In April 1965, civil war broke out in the Dominican Republic. With thirty-five hundred US civilians in the country and reports of Communist Cuba backing the rebels, President Johnson ordered marines and elements of the Eighty-Second Airborne Division to intervene.

Among the paratroopers of the Eighty-Second Airborne was Lieutenant McCaffrey, West Point ’64, who earned a Bronze Star for his leadership. “We were down there maybe eight months,” he recalled. “A lot of shooting, a lot of complexity. It went from an active combat mission to a peacekeeping role.

“Then a marine regiment and the 173rd Airborne went to Vietnam,” he recalled. “When we returned from Santo Domingo, we were scared we’d miss the war in Vietnam because, with the marines and an airborne brigade there, it would be over in six months. So three or four of us lieutenants raced up to the Pentagon in a car. I spoke with a major who said, ‘Lieutenant, you’ve already got the combat infantry badge. Would you rather be a platoon leader again or a battalion commander?’”

McCaffrey said, “A battalion commander.”

The major said, “Then you want to be an advisor in the Vietnamese airborne division.”

“When I went home, my dad said, ‘You stupid bastard,’” McCaffrey recalled.
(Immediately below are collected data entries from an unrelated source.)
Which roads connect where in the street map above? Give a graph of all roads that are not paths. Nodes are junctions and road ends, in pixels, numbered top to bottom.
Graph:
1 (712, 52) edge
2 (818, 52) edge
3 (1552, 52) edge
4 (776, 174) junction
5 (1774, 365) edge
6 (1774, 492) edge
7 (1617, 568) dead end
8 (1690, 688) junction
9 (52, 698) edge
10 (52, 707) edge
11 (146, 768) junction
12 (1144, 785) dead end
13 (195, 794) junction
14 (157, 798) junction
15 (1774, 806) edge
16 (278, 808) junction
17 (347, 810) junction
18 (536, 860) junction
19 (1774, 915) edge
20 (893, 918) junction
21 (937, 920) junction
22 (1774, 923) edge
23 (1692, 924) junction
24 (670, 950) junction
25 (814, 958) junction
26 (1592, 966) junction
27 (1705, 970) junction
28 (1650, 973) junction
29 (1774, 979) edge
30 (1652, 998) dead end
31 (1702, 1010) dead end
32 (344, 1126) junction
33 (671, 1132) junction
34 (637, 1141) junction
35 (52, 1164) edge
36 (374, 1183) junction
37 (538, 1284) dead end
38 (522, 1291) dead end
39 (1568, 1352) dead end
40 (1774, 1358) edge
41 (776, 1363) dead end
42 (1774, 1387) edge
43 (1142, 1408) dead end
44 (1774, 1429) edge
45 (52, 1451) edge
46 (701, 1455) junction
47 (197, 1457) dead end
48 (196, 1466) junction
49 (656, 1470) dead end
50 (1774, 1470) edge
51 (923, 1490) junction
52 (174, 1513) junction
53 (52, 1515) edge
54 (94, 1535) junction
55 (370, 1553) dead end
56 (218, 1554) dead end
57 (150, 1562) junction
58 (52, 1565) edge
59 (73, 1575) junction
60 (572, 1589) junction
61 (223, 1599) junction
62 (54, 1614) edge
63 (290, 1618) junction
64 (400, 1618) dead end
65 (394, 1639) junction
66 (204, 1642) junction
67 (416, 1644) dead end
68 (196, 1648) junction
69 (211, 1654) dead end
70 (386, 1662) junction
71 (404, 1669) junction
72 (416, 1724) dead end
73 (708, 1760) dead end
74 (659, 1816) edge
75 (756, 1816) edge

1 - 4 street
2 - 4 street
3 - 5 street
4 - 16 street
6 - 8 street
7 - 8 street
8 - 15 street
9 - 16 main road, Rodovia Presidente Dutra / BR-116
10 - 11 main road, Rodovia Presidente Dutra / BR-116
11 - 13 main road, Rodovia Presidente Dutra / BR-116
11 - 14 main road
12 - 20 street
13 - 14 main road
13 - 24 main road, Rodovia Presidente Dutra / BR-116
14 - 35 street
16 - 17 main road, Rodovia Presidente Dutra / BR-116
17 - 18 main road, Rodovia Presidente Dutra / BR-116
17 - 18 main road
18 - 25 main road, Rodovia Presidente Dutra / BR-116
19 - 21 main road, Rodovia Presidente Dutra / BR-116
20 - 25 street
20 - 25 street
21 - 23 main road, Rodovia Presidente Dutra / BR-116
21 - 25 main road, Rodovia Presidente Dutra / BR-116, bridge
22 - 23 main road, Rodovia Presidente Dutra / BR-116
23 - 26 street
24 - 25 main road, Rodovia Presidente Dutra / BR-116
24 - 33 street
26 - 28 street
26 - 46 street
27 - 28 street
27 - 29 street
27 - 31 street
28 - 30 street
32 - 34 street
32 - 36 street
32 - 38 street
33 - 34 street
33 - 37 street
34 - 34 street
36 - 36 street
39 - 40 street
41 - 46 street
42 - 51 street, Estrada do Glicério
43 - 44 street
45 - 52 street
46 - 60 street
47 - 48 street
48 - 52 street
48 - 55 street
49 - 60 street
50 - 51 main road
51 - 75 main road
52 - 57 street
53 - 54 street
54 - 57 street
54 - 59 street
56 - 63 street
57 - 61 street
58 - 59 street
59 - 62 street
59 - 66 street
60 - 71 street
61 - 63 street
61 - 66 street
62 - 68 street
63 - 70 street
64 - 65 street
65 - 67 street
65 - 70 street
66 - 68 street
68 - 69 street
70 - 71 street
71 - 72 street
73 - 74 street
He became an advisor to the ARVN Second Parachute Infantry Battalion. “These were elite soldiers, with combat-hardened NCOs and officers. Some had fought with the French airborne in their Indochina War,” he recalled. “Our role was to coordinate US artillery, air strikes, armed helicopters, medevac, logistics, and intelligence. Most of the division was stationed in Saigon. When not in the field, we advisors lived in air-conditioned officers’ quarters. We loved Saigon and thought we were the wealthiest people in the world. We got airborne pay, combat pay, and ‘separation from US military support’ pay. We sat around Saigon drinking and screwing around until we were activated and sent primarily as brigade combat teams into combat. We took horrendous casualties. Then it was back to Saigon, bury the dead, get clean uniforms, and return to our lives as rich Americans.”

There was another side to McCaffrey’s tour with the ARVN airborne. “First Corps was the most heavily contested combat area throughout the war,” McCaffrey explained. “It was close to the demilitarized zone, so we fought North Vietnamese regulars. American units, the ARVN airborne, marines, and First Infantry Division tried to break up NVA battalions on their way south. In October 1966, we went up with two parachute infantry battalions, right on the Ben Hai River separating North and South Vietnam.
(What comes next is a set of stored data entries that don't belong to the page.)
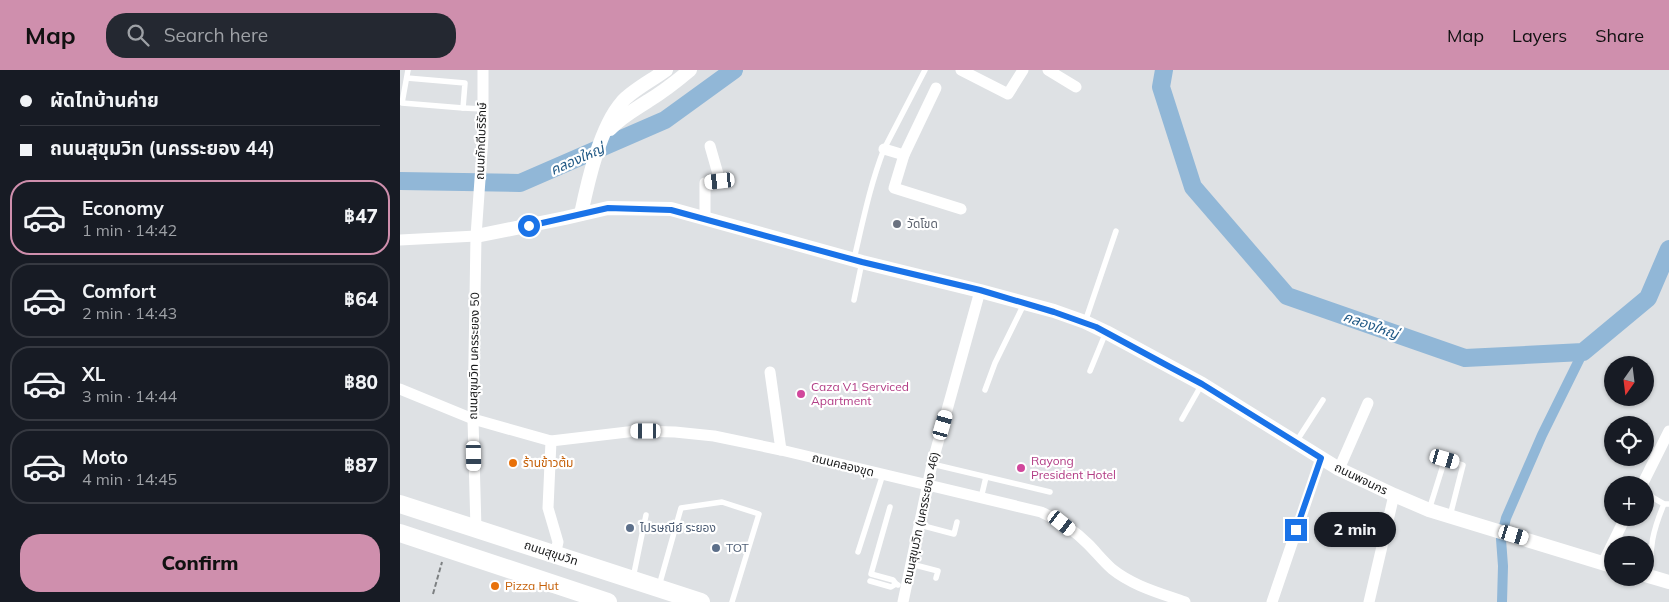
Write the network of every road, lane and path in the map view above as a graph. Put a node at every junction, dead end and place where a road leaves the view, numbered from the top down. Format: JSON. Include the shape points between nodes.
{"nodes":[{"id":1,"x":408,"y":70,"type":"edge"},
{"id":2,"x":483,"y":70,"type":"edge"},
{"id":3,"x":690,"y":70,"type":"edge"},
{"id":4,"x":925,"y":70,"type":"edge"},
{"id":5,"x":961,"y":70,"type":"edge"},
{"id":6,"x":1023,"y":70,"type":"edge"},
{"id":7,"x":1048,"y":70,"type":"edge"},
{"id":8,"x":661,"y":73,"type":"edge"},
{"id":9,"x":977,"y":74,"type":"edge"},
{"id":10,"x":407,"y":78,"type":"junction"},
{"id":11,"x":1076,"y":87,"type":"dead end"},
{"id":12,"x":936,"y":88,"type":"dead end"},
{"id":13,"x":664,"y":90,"type":"junction"},
{"id":14,"x":464,"y":108,"type":"junction"},
{"id":15,"x":482,"y":109,"type":"junction"},
{"id":16,"x":603,"y":138,"type":"junction"},
{"id":17,"x":710,"y":146,"type":"dead end"},
{"id":18,"x":884,"y":149,"type":"junction"},
{"id":19,"x":904,"y":155,"type":"junction"},
{"id":20,"x":961,"y":209,"type":"dead end"},
{"id":21,"x":478,"y":212,"type":"joint"},
{"id":22,"x":581,"y":214,"type":"junction"},
{"id":23,"x":705,"y":218,"type":"junction"},
{"id":24,"x":1116,"y":230,"type":"dead end"},
{"id":25,"x":476,"y":236,"type":"junction"},
{"id":26,"x":400,"y":240,"type":"edge"},
{"id":27,"x":858,"y":261,"type":"junction"},
{"id":28,"x":980,"y":290,"type":"junction"},
{"id":29,"x":854,"y":300,"type":"dead end"},
{"id":30,"x":1024,"y":304,"type":"junction"},
{"id":31,"x":1085,"y":322,"type":"junction"},
{"id":32,"x":1106,"y":332,"type":"junction"},
{"id":33,"x":1090,"y":371,"type":"dead end"},
{"id":34,"x":770,"y":372,"type":"dead end"},
{"id":35,"x":1202,"y":384,"type":"junction"},
{"id":36,"x":400,"y":389,"type":"edge"},
{"id":37,"x":985,"y":390,"type":"dead end"},
{"id":38,"x":1323,"y":400,"type":"dead end"},
{"id":39,"x":1368,"y":403,"type":"dead end"},
{"id":40,"x":473,"y":419,"type":"junction"},
{"id":41,"x":1182,"y":419,"type":"dead end"},
{"id":42,"x":1669,"y":432,"type":"edge"},
{"id":43,"x":551,"y":440,"type":"junction"},
{"id":44,"x":1296,"y":442,"type":"junction"},
{"id":45,"x":781,"y":450,"type":"junction"},
{"id":46,"x":1663,"y":454,"type":"edge"},
{"id":47,"x":1321,"y":458,"type":"junction"},
{"id":48,"x":932,"y":464,"type":"junction"},
{"id":49,"x":1340,"y":469,"type":"junction"},
{"id":50,"x":883,"y":474,"type":"junction"},
{"id":51,"x":986,"y":476,"type":"junction"},
{"id":52,"x":1648,"y":476,"type":"edge"},
{"id":53,"x":928,"y":486,"type":"junction"},
{"id":54,"x":1050,"y":492,"type":"dead end"},
{"id":55,"x":1394,"y":494,"type":"junction"},
{"id":56,"x":981,"y":498,"type":"junction"},
{"id":57,"x":1654,"y":498,"type":"edge"},
{"id":58,"x":400,"y":504,"type":"edge"},
{"id":59,"x":1666,"y":504,"type":"edge"},
{"id":60,"x":890,"y":507,"type":"dead end"},
{"id":61,"x":1430,"y":510,"type":"junction"},
{"id":62,"x":646,"y":515,"type":"dead end"},
{"id":63,"x":1450,"y":516,"type":"junction"},
{"id":64,"x":957,"y":522,"type":"dead end"},
{"id":65,"x":920,"y":525,"type":"junction"},
{"id":66,"x":476,"y":529,"type":"junction"},
{"id":67,"x":400,"y":533,"type":"edge"},
{"id":68,"x":1652,"y":536,"type":"edge"},
{"id":69,"x":446,"y":549,"type":"junction"},
{"id":70,"x":858,"y":552,"type":"dead end"},
{"id":71,"x":555,"y":554,"type":"junction"},
{"id":72,"x":1604,"y":563,"type":"edge"},
{"id":73,"x":911,"y":564,"type":"junction"},
{"id":74,"x":936,"y":578,"type":"dead end"},
{"id":75,"x":1654,"y":578,"type":"edge"},
{"id":76,"x":633,"y":580,"type":"junction"},
{"id":77,"x":870,"y":581,"type":"dead end"},
{"id":78,"x":1669,"y":582,"type":"edge"},
{"id":79,"x":659,"y":588,"type":"junction"},
{"id":80,"x":901,"y":592,"type":"edge"},
{"id":81,"x":433,"y":594,"type":"dead end"},
{"id":82,"x":580,"y":598,"type":"edge"},
{"id":83,"x":608,"y":602,"type":"edge"},
{"id":84,"x":701,"y":602,"type":"edge"},
{"id":85,"x":732,"y":602,"type":"edge"},
{"id":86,"x":1185,"y":602,"type":"edge"},
{"id":87,"x":1272,"y":602,"type":"edge"},
{"id":88,"x":1369,"y":602,"type":"edge"}],
"edges":[{"from":1,"to":10,"type":"lane"},
{"from":2,"to":15,"type":"street","name":"ถนนภักดีบริรักษ์"},
{"from":3,"to":13,"type":"street"},
{"from":4,"to":18,"type":"lane"},
{"from":5,"to":9,"type":"street"},
{"from":6,"to":9,"type":"street","via":[[1008,94]]},
{"from":7,"to":11,"type":"street"},
{"from":8,"to":13,"type":"street"},
{"from":8,"to":16,"type":"street","via":[[623,100],[612,115]]},
{"from":10,"to":14,"type":"lane","via":[[466,82]]},
{"from":10,"to":14,"type":"lane","via":[[402,103]]},
{"from":12,"to":19,"type":"street"},
{"from":13,"to":16,"type":"street","via":[[618,120]]},
{"from":14,"to":15,"type":"lane"},
{"from":15,"to":21,"type":"street","name":"ถนนภักดีบริรักษ์"},
{"from":16,"to":22,"type":"street"},
{"from":17,"to":23,"type":"street","via":[[720,181],[705,183]]},
{"from":18,"to":19,"type":"street"},
{"from":18,"to":27,"type":"lane","via":[[867,199]]},
{"from":19,"to":20,"type":"street","via":[[894,188]]},
{"from":21,"to":25,"type":"street","name":"ถนนสุขุมวิท นครระยอง 50"},
{"from":22,"to":23,"type":"street","name":"ถนนพจนกร","via":[[608,208],[671,210]]},
{"from":22,"to":25,"type":"street","name":"ถนนพจนกร"},
{"from":23,"to":27,"type":"street","name":"ถนนพจนกร"},
{"from":24,"to":31,"type":"lane"},
{"from":25,"to":26,"type":"street"},
{"from":25,"to":40,"type":"street","name":"ถนนสุขุมวิท นครระยอง 50"},
{"from":27,"to":28,"type":"street","name":"ถนนพจนกร"},
{"from":27,"to":29,"type":"lane"},
{"from":28,"to":30,"type":"street","name":"ถนนพจนกร"},
{"from":28,"to":48,"type":"street","name":"ถนนสุขุมวิท (นครระยอง 46)"},
{"from":30,"to":31,"type":"street","name":"ถนนพจนกร"},
{"from":30,"to":37,"type":"lane"},
{"from":31,"to":32,"type":"street","name":"ถนนพจนกร"},
{"from":32,"to":33,"type":"lane"},
{"from":32,"to":35,"type":"street","name":"ถนนพจนกร"},
{"from":34,"to":45,"type":"street"},
{"from":35,"to":41,"type":"lane"},
{"from":35,"to":44,"type":"street","name":"ถนนพจนกร"},
{"from":36,"to":40,"type":"street","name":"ถนนคลองขุด"},
{"from":38,"to":44,"type":"lane"},
{"from":39,"to":49,"type":"street"},
{"from":40,"to":43,"type":"street","name":"ถนนคลองขุด"},
{"from":40,"to":66,"type":"street","name":"ถนนสุขุมวิท นครระยอง 50"},
{"from":42,"to":46,"type":"street"},
{"from":43,"to":45,"type":"street","name":"ถนนคลองขุด","via":[[657,431],[714,436]]},
{"from":43,"to":71,"type":"street","via":[[548,508],[558,542]]},
{"from":44,"to":47,"type":"street","name":"ถนนพจนกร"},
{"from":45,"to":50,"type":"street","name":"ถนนคลองขุด"},
{"from":46,"to":52,"type":"street"},
{"from":47,"to":49,"type":"street","name":"ถนนพจนกร"},
{"from":47,"to":87,"type":"street"},
{"from":48,"to":51,"type":"lane"},
{"from":48,"to":53,"type":"street","name":"ถนนสุขุมวิท (นครระยอง 46)"},
{"from":49,"to":55,"type":"street","name":"ถนนพจนกร"},
{"from":50,"to":53,"type":"street","name":"ถนนคลองขุด"},
{"from":50,"to":70,"type":"lane"},
{"from":51,"to":54,"type":"lane"},
{"from":51,"to":56,"type":"lane"},
{"from":53,"to":56,"type":"street","name":"ถนนคลองขุด"},
{"from":53,"to":65,"type":"street","name":"ถนนสุขุมวิท (นครระยอง 46)"},
{"from":55,"to":61,"type":"street","name":"ถนนพจนกร"},
{"from":55,"to":88,"type":"street"},
{"from":56,"to":86,"type":"street","name":"ถนนคลองขุด","via":[[1052,517],[1075,532],[1125,578]]},
{"from":57,"to":59,"type":"lane"},
{"from":58,"to":66,"type":"main road","name":"ถนนสุขุมวิท"},
{"from":59,"to":68,"type":"lane"},
{"from":60,"to":80,"type":"lane","via":[[871,574],[894,580]]},
{"from":61,"to":63,"type":"street","name":"ถนนพจนกร"},
{"from":61,"to":63,"type":"lane","via":[[1445,459],[1463,465]]},
{"from":62,"to":76,"type":"lane"},
{"from":63,"to":72,"type":"street","name":"ถนนพจนกร"},
{"from":64,"to":65,"type":"lane","via":[[954,534]]},
{"from":65,"to":73,"type":"street","name":"ถนนสุขุมวิท (นครระยอง 46)"},
{"from":66,"to":71,"type":"main road","name":"ถนนสุขุมวิท"},
{"from":67,"to":69,"type":"main road"},
{"from":69,"to":81,"type":"path"},
{"from":69,"to":82,"type":"main road"},
{"from":71,"to":76,"type":"main road","name":"ถนนสุขุมวิท"},
{"from":73,"to":74,"type":"lane","via":[[938,571]]},
{"from":73,"to":80,"type":"street","name":"ถนนสุขุมวิท (นครระยอง 46)"},
{"from":75,"to":78,"type":"street"},
{"from":76,"to":79,"type":"main road","name":"ถนนสุขุมวิท"},
{"from":77,"to":80,"type":"lane"},
{"from":79,"to":84,"type":"main road","name":"ถนนสุขุมวิท"},
{"from":79,"to":85,"type":"lane","via":[[681,508],[722,502],[759,514]]},
{"from":82,"to":83,"type":"main road"}]}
“Our two battalions landed at PK17, a marine outpost just north of Dong Ha. There was supposedly an NVA division crossing the river. We came in under fire. We pushed out from PK17 under increasing fire. We had some significant fights the first day and that night. We got right below the DMZ legal boundary and started digging in. They were ranging us with heavy artillery. Then an observation plane reported thousands of NVA soldiers crossing the river ‘with wheeled heavy machine guns.’

“We thought we were cooked. Fortunately, we had a few reinforcements and a fifteen-man navy team to direct gunfire from a cruiser,” he recalled. “They all wore fancy Australian bush hats. I grabbed the navy lieutenant in charge and said, ‘There’s a lot of enemy artillery around here. Make sure you dig deep tonight.’

“We began digging in. In the middle of the night came a series of massive artillery bombardments that went on throughout the night and much of the next day. We knew we were in trouble, so Maj. Keith Barlow, our brigade advisor, put out an emergency call. The whole system mobilized to save us. Although it was monsoon season and there were thick clouds, two B-57 Canberra bombers came down under the clouds. Both were shot down. Our medevac and armed helicopters were getting shot down, so they turned off medevac. Although we were barely in range of the marine four-deuce mortars, they did us a lot of good. Then marines started out from Dong Ha with tanks. They were stopped. By the morning of the third day, of our brigade’s 1,400 troops, maybe 350 were killed or wounded. Capt. Bill Duell, my team’s senior advisor, had been killed about two weeks earlier. The new senior battalion advisor, Capt. Brux, was mortally wounded during the night bombardment. Our senior advisor, Sgt. First Class Rudy Ortiz, was absolutely riddled by mortar fragments.

“When I crawled over to him, he said, ‘Load my M-16. I want to die fighting with the rest of you.’ I was hit twice and my left arm wasn’t working, so I couldn’t load an M-16. I took a .357 pistol from Captain Brux’s dead body. We were not going to be taken prisoner.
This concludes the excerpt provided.